In a multicenter clinical trial, we evaluated the performance of a machine learning algorithm for prediction of invasive mechanical ventilation of COVID-19 patients within 24 h of an initial encounter. We enrolled patients with a COVID-19 diagnosis who were admitted to five United States health systems between March 24 and May 4, 2020.
197 patients were enrolled in the REspirAtory Decompensation and model for the triage of covid-19 patients: a prospective studY (READY) clinical trial. The algorithm had a higher diagnostic odds ratio (DOR, 12.58) for predicting ventilation than a comparator early warning system, the Modified Early Warning Score (MEWS). The algorithm also achieved significantly higher sensitivity (0.90) than MEWS, which achieved a sensitivity of 0.78, while maintaining a higher specificity (p < 0.05).
In the first clinical trial of a machine learning algorithm for ventilation needs among COVID-19 patients, the algorithm demonstrated accurate prediction of the need for mechanical ventilation within 24 h.
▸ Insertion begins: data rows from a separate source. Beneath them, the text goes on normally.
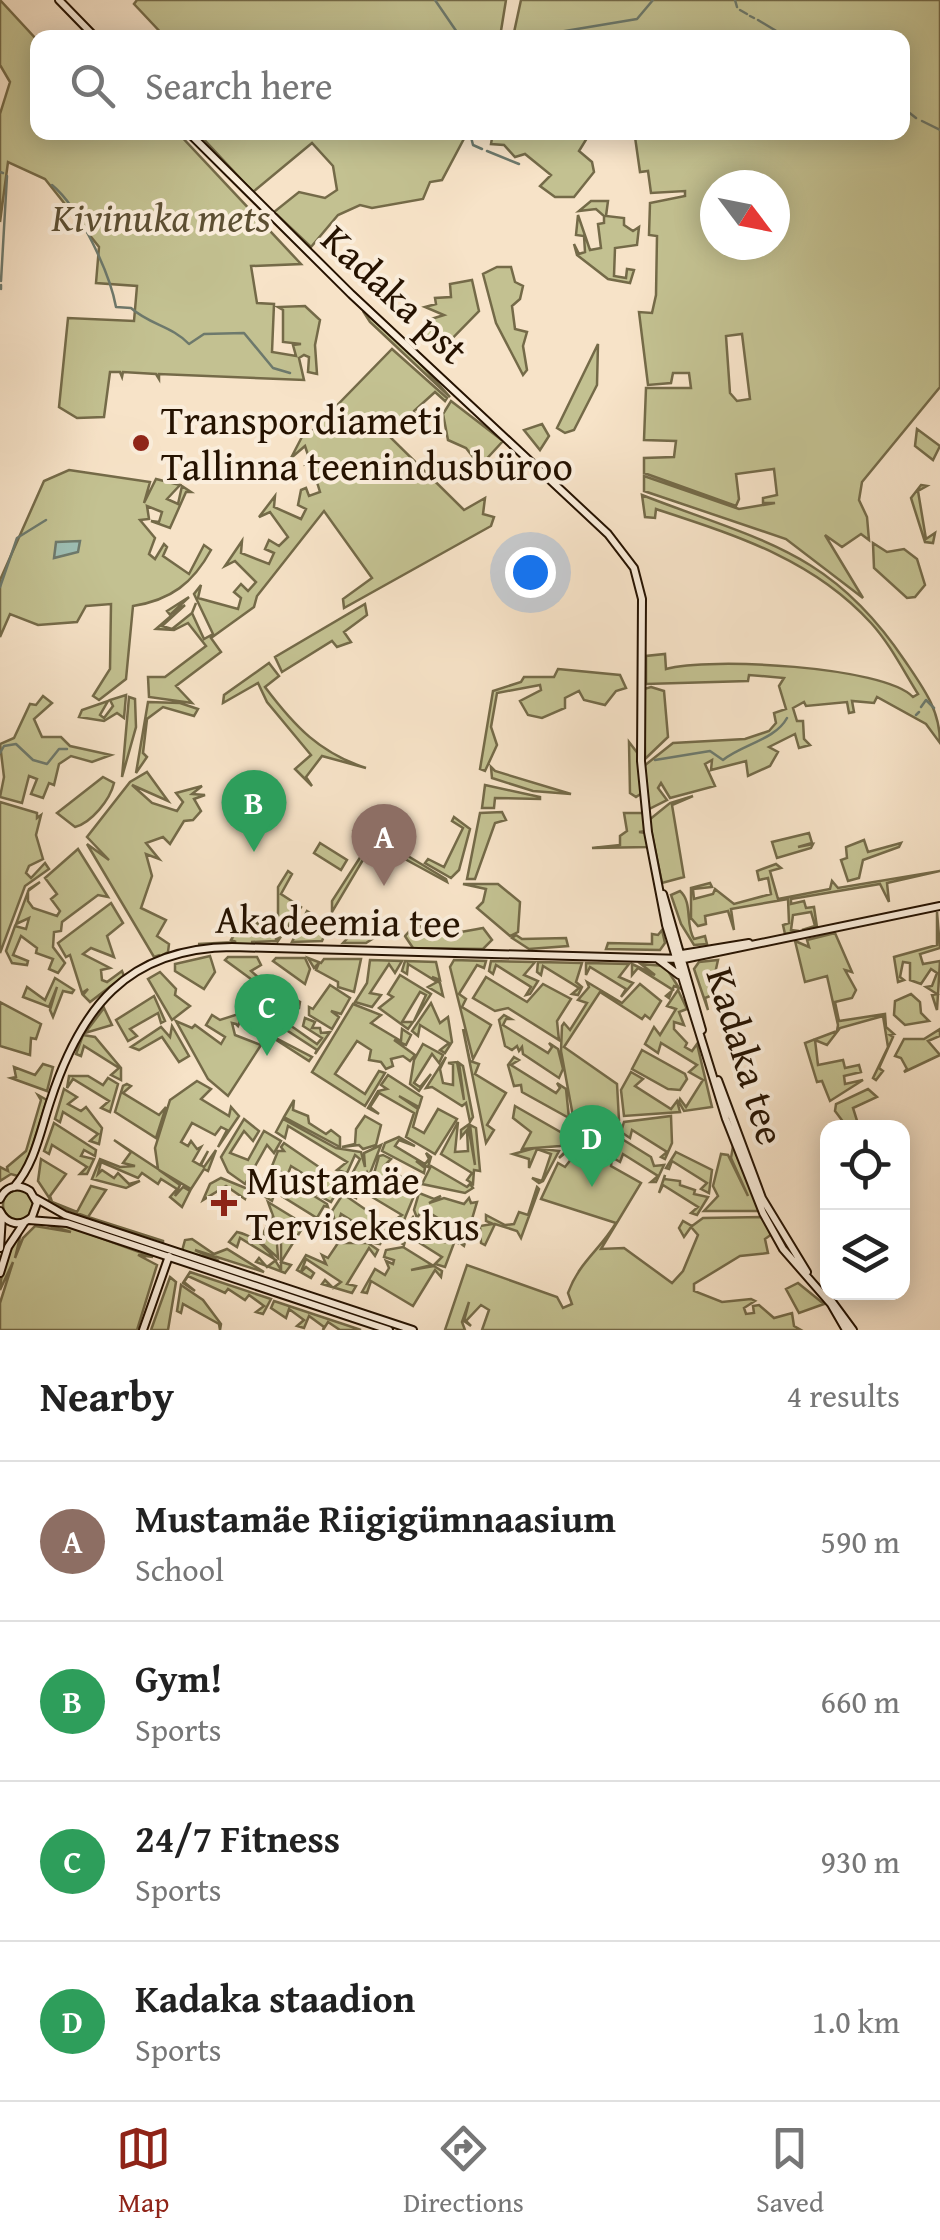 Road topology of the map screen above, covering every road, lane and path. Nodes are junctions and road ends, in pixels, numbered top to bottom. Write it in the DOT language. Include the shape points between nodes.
graph roads {
  1 [pos="60,0"];
  2 [pos="88,30"];
  3 [pos="196,140"];
  4 [pos="641,586"];
  5 [pos="940,906"];
  6 [pos="666,909"];
  7 [pos="666,924"];
  8 [pos="678,938"];
  9 [pos="705,952"];
  10 [pos="680,956"];
  11 [pos="652,957"];
  12 [pos="686,979"];
  13 [pos="29,1168"];
  14 [pos="12,1187"];
  15 [pos="0,1188"];
  16 [pos="34,1196"];
  17 [pos="0,1200"];
  18 [pos="1,1213"];
  19 [pos="27,1221"];
  20 [pos="113,1235"];
  21 [pos="0,1248"];
  22 [pos="149,1250"];
  23 [pos="170,1253"];
  24 [pos="162,1272"];
  25 [pos="0,1273"];
  26 [pos="848,1328"];
  27 [pos="143,1330"];
  28 [pos="389,1330"];
  29 [pos="413,1330"];
  1 -- 2 [label="main road"];
  3 -- 4 [label="main road, Kadaka pst" via="608,534"];
  4 -- 6 [label="main road, Kadaka tee" via="641,761"];
  5 -- 9 [label="main road, Akadeemia tee"];
  6 -- 7 [label="main road, Kadaka tee"];
  6 -- 8 [label="main road, Kadaka tee"];
  7 -- 10 [label="main road, Kadaka tee"];
  7 -- 11 [label="main road" via="666,949"];
  8 -- 9 [label="main road"];
  8 -- 10 [label="main road, Kadaka tee"];
  9 -- 10 [label="main road, Akadeemia tee"];
  9 -- 12 [label="main road"];
  10 -- 11 [label="main road, Akadeemia tee"];
  10 -- 12 [label="main road, Kadaka tee"];
  11 -- 12 [label="main road"];
  11 -- 13 [label="main road, Akadeemia tee" via="232,947 182,952 128,978 92,1009 68,1050"];
  12 -- 26 [label="main road, Kadaka tee" via="755,1189 786,1249"];
  13 -- 14 [label="main road, Akadeemia tee"];
  13 -- 16 [label="main road, Akadeemia tee"];
  14 -- 15 [label="main road"];
  14 -- 16 [label="main road"];
  14 -- 17 [label="main road, Akadeemia tee"];
  16 -- 19 [label="main road" via="35,1213"];
  16 -- 20 [label="main road"];
  18 -- 19 [label="main road" via="10,1222"];
  18 -- 21 [label="main road"];
  19 -- 20 [label="main road" via="50,1218"];
  19 -- 25 [label="main road"];
  20 -- 22 [label="main road"];
  20 -- 23 [label="main road"];
  22 -- 23 [label="main road"];
  22 -- 24 [label="main road"];
  23 -- 24 [label="main road"];
  23 -- 28 [label="main road"];
  23 -- 29 [label="main road"];
  24 -- 27 [label="main road"];
}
This algorithm may help care teams effectively triage patients and allocate resources. Further, the algorithm is capable of accurately identifying 16% more patients than a widely used scoring system while minimizing false positive results.
目前,医生在为 COVID-19 阳性患者提供准确预后方面的能力有限。现有的评分系统对于识别患者失代偿无效。机器学习 (ML) 可能提供一种替代策略。开发一种能够预测 COVID-19 患者通气需求的前瞻性验证方法对于帮助分诊患者、分配资源以及预防紧急插管及其相关风险至关重要。
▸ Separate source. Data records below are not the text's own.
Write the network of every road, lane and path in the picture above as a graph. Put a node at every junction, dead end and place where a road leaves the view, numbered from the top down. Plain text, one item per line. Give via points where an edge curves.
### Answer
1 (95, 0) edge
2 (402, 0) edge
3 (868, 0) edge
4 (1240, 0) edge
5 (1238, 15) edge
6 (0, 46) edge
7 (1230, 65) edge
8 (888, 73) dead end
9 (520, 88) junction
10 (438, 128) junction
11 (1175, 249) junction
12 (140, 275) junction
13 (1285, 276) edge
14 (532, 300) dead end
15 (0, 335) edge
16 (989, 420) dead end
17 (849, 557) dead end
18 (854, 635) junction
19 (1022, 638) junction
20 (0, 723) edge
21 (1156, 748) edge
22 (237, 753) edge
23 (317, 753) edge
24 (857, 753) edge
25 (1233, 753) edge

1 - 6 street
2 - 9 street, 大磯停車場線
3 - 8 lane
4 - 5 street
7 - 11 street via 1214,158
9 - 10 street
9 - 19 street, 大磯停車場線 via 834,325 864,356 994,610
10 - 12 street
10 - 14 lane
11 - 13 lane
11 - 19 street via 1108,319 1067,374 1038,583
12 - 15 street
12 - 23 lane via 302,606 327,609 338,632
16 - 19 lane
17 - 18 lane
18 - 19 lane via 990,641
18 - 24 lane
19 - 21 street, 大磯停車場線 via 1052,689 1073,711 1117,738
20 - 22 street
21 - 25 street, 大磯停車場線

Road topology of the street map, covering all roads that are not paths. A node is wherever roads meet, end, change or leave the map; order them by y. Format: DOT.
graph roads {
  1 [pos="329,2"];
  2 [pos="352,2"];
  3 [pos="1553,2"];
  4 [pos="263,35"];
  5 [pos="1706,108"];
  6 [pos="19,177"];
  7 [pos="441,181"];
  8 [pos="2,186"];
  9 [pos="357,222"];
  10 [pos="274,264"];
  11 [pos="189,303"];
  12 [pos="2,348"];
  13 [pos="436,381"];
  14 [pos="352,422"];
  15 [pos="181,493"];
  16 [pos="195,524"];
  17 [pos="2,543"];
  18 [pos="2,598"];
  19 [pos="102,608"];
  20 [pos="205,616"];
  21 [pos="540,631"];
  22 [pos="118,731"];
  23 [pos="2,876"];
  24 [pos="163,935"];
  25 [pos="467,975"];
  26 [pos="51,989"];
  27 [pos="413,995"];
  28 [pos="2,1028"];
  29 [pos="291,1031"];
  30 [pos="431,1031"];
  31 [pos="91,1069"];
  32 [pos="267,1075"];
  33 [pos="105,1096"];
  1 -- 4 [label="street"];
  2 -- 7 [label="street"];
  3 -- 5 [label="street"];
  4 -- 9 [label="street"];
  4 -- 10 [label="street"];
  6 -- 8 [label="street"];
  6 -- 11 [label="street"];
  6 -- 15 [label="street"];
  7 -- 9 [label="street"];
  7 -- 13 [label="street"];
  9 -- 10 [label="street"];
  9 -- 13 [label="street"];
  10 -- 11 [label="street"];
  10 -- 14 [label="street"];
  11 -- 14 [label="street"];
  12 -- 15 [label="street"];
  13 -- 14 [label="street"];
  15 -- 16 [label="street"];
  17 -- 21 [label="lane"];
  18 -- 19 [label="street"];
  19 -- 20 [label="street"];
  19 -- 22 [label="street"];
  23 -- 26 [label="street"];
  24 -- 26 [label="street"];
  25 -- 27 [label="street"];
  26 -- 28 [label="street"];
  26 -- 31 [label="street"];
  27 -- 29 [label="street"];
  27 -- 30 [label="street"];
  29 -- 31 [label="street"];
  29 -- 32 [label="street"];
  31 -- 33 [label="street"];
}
在一项多中心临床试验中,我们评估了一种机器学习算法预测 COVID-19 患者在首次就诊后 24 小时内需要进行有创机械通气的性能。我们招募了 2020 年 3 月 24 日至 5 月 4 日期间在五个美国医疗系统住院的 COVID-19 诊断患者。
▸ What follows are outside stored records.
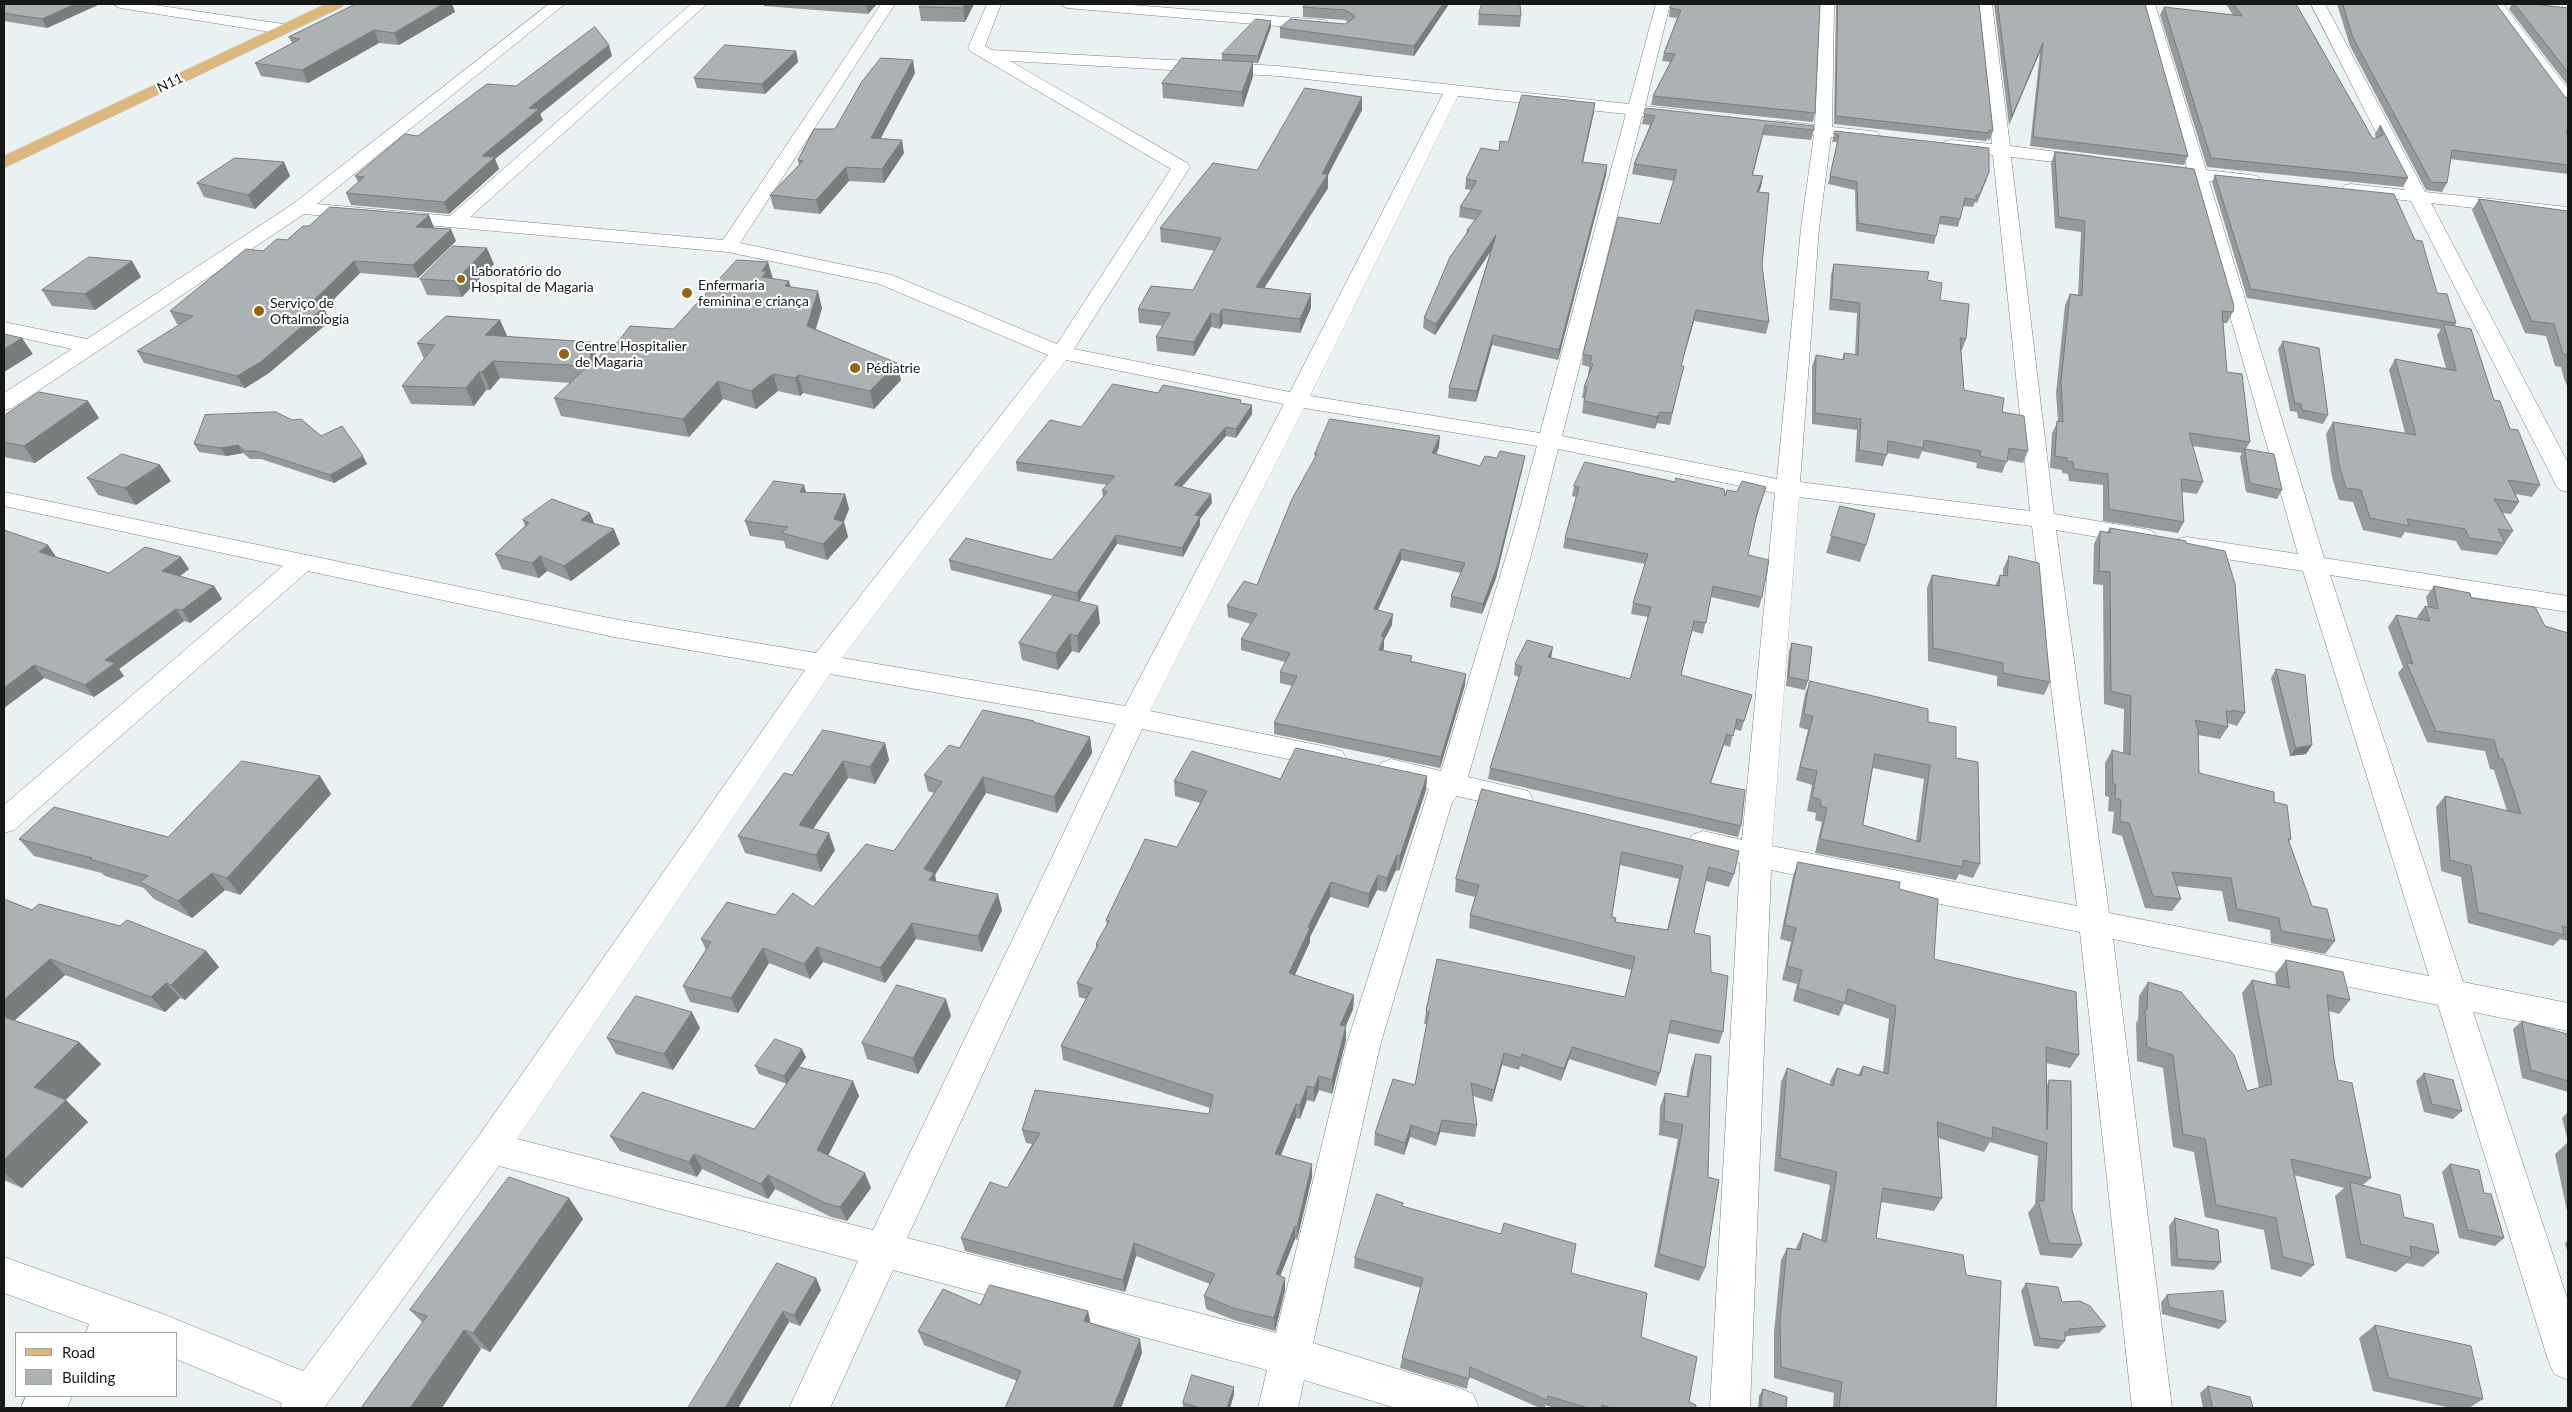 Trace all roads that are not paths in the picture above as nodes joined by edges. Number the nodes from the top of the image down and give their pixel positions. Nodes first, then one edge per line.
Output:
1 (120, 4) edge
2 (337, 4) edge
3 (558, 4) edge
4 (700, 4) edge
5 (888, 4) edge
6 (994, 4) edge
7 (1067, 4) edge
8 (1663, 4) edge
9 (1827, 4) edge
10 (1985, 4) edge
11 (2148, 4) edge
12 (2318, 4) edge
13 (2495, 4) edge
14 (1335, 26) edge
15 (283, 30) junction
16 (988, 55) junction
17 (1454, 90) junction
18 (2568, 100) edge
19 (1635, 109) junction
20 (1694, 116) edge
21 (1764, 124) edge
22 (1823, 131) junction
23 (1889, 138) edge
24 (1937, 143) edge
25 (2003, 150) junction
26 (4, 163) edge
27 (2110, 164) edge
28 (2140, 167) edge
29 (2198, 174) junction
30 (2266, 181) edge
31 (2333, 188) edge
32 (2420, 196) junction
33 (300, 208) junction
34 (2568, 214) edge
35 (454, 222) junction
36 (728, 246) junction
37 (4, 328) edge
38 (90, 346) junction
39 (1061, 353) junction
40 (1297, 400) junction
41 (4, 403) edge
42 (1550, 441) junction
43 (2568, 486) edge
44 (1788, 488) junction
45 (4, 499) edge
46 (2043, 520) junction
47 (302, 563) junction
48 (2315, 566) junction
49 (2568, 604) edge
50 (824, 662) junction
51 (1133, 717) junction
52 (1452, 783) junction
53 (1547, 806) edge
54 (4, 822) edge
55 (1680, 837) edge
56 (1756, 855) junction
57 (2095, 923) junction
58 (2450, 994) junction
59 (2568, 1017) edge
60 (491, 1148) junction
61 (883, 1249) junction
62 (4, 1275) edge
63 (112, 1325) edge
64 (157, 1332) edge
65 (178, 1340) edge
66 (1290, 1356) junction
67 (2568, 1360) edge
68 (51, 1397) edge
69 (305, 1401) edge
70 (41, 1408) edge
71 (809, 1408) edge
72 (1278, 1408) edge
73 (1459, 1408) edge
74 (1730, 1408) edge
75 (2152, 1408) edge

1 - 15 street
2 - 15 main road, N11
3 - 33 street
4 - 35 street
5 - 36 street
6 - 16 street
7 - 14 street
8 - 19 street
9 - 22 street
10 - 25 street
11 - 29 street
12 - 32 street
13 - 18 street
15 - 26 main road, N11
16 - 17 street
16 - 39 street
17 - 19 street
17 - 40 street
19 - 20 street
19 - 42 street
21 - 22 street
22 - 23 street
22 - 44 street
24 - 25 street
25 - 27 street
25 - 46 street
28 - 29 street
29 - 30 street
29 - 48 street
31 - 32 street
32 - 34 street
32 - 43 street
33 - 35 street
33 - 38 street
35 - 36 street
36 - 39 street
37 - 38 street
38 - 41 street
39 - 40 street
39 - 50 street
40 - 42 street
40 - 51 street
42 - 44 street
42 - 52 street
44 - 46 street
44 - 56 street
45 - 47 street
46 - 48 street
46 - 57 street
47 - 50 street
47 - 54 street
48 - 49 street
48 - 58 street
50 - 51 street
50 - 60 street
51 - 52 street
51 - 61 street
52 - 53 street
52 - 66 street
55 - 56 street
56 - 57 street
56 - 74 street
57 - 58 street
57 - 75 street
58 - 59 street
58 - 67 street
60 - 61 street
60 - 69 street
61 - 66 street
61 - 71 street
62 - 63 street
63 - 64 street
65 - 69 street
66 - 72 street
66 - 73 street
68 - 70 street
REspirAtory Decompensation 和用于 COVID-19 患者分诊的模型前瞻性研究(READY)临床试验共纳入 197 例患者。与早期预警系统 Modified Early Warning Score(MEWS)相比,该算法预测通气的诊断比值比(DOR,12.58)更高。该算法的灵敏度(0.90)也明显高于 MEWS(0.78),同时特异性更高(p<0.05)。
在 COVID-19 患者通气需求的首个机器学习算法临床试验中,该算法在 24 小时内准确预测了机械通气的需求。该算法可能有助于医疗团队有效分诊患者并分配资源。此外,该算法能够在最小化假阳性结果的同时,比广泛使用的评分系统准确识别出 16%的更多患者。